The eugenics movement was finally laid to rest after World War II. The reports
of the horrors committed by Nazi Germany were a deathblow to the eugenics
movement. Nazi Germany's objectives of creating a superior Aryan race were
an extension of eugenic ideals. Their methods of sterilization and murder
were fundamentally the same as those practiced in the United States only applied
on a previously un-attempted scale. Though their particular detest for the
Jewish community is well documented in the atrocities of the Holocaust, Nazi
Germany did not exclusively focus upon Jews as they would cull any group they
deemed as unfit. Nazi executions of these groups along with the mentally disabled
would create disfavor with the current eugenics policies of the United States.

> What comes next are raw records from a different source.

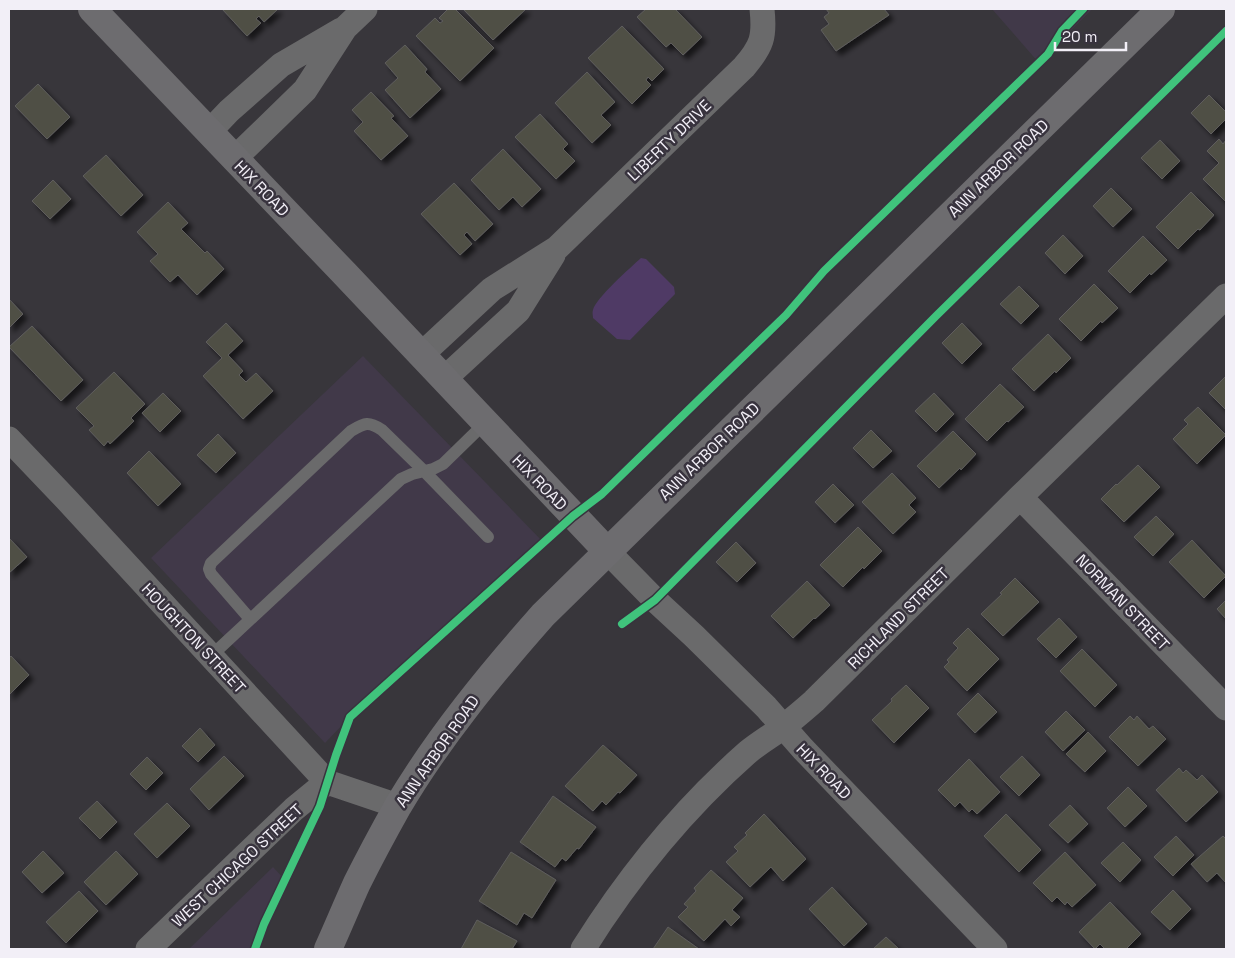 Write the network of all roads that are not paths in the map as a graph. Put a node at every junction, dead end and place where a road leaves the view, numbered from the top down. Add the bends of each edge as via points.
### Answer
1 (92, 9) edge
2 (365, 9) edge
3 (1160, 9) edge
4 (763, 16) edge
5 (345, 28) junction
6 (209, 132) junction
7 (234, 159) junction
8 (557, 248) junction
9 (1226, 296) edge
10 (421, 355) junction
11 (444, 379) junction
12 (485, 423) junction
13 (9, 439) edge
14 (424, 470) junction
15 (1020, 497) junction
16 (488, 537) dead end
17 (607, 551) junction
18 (250, 619) junction
19 (211, 656) junction
20 (1226, 708) edge
21 (783, 727) junction
22 (327, 782) junction
23 (398, 806) junction
24 (148, 949) edge
25 (328, 949) edge
26 (583, 949) edge
27 (995, 949) edge

1 - 6 main road, HIX ROAD
2 - 5 street
3 - 17 main road, ANN ARBOR ROAD
4 - 8 street, LIBERTY DRIVE via 763,36 756,53 744,67
5 - 6 street via 281,65
5 - 7 street via 305,90
6 - 7 main road, HIX ROAD
7 - 10 main road, HIX ROAD
8 - 10 street via 492,289
8 - 11 street via 518,310
9 - 15 street, RICHLAND STREET
10 - 11 main road, HIX ROAD
11 - 12 main road, HIX ROAD
12 - 14 lane via 443,464
12 - 17 main road, HIX ROAD
13 - 19 street, HOUGHTON STREET
14 - 16 lane
14 - 18 lane via 401,479
14 - 18 lane via 375,425 365,423 351,431 211,563 211,574
15 - 20 street, NORMAN STREET
15 - 21 street, RICHLAND STREET via 814,701
17 - 21 street, HIX ROAD
17 - 23 main road, ANN ARBOR ROAD via 496,668 450,728
18 - 19 lane
19 - 22 street, HOUGHTON STREET
21 - 26 street, RICHLAND STREET via 745,755 670,829 632,877
21 - 27 street, HIX ROAD
22 - 23 street, HOUGHTON STREET
22 - 24 street, WEST CHICAGO STREET via 294,809
23 - 25 main road, ANN ARBOR ROAD via 357,883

Nazi Germany's actions caused a reevaluation and a serious shift on the thought
of how eugenics should be performed.
By the time eugenics returned to the mainstream, scientists had realized that
advancements in biotechnology also necessitated the formation of more intricate
ethical codes in order to identify acceptable uses of genetic research. It
is currently employed to prevent congenital diseases as opposed to behavioral
phenotypes. Looking to the future, new question arise regarding gene screening
and gene therapy. As Jeremy Rifkin has implied, will we soon witness the rise
of commercial eugenics to produce healthy babies and what, if any, are the
ethical implications of tampering with the genes of unborn children?6
History has shown that technological advancements may and often are exploited
for questionable uses. This exploitation is not always represented in the
form of weapons. The eugenics movement is an example of one such innovation.
Even though it was not developed for the purpose of fighting population pressure,
it sill managed to serve population control efforts. Although some have argued
that the Earth will never experience overpopulation or reach its caring capacity,
I am not that optimistic. However, I encourage all to remain cautious regarding
solutions to overcrowding, lest we revisit the atrocities that were associated
with the early eugenics movement.
1. U.S. Census Bureau <http://www.census.gov/cgi-bin/ipc/popclockw>
2. Ridley, Matt. "The New Eugenics: Better than the Old." National
Review Jul 31, 2000; 52.14 p. 34
3. Kevles, Daniel J. In the Name of Eugenics Massachusetts: Harvard University
Press, 1985 p. 129.
4. Kevles. p. 138.
5. Kevles. p. 144.
6. Tech Nation, Americans and Technology. Number 98014, 1997.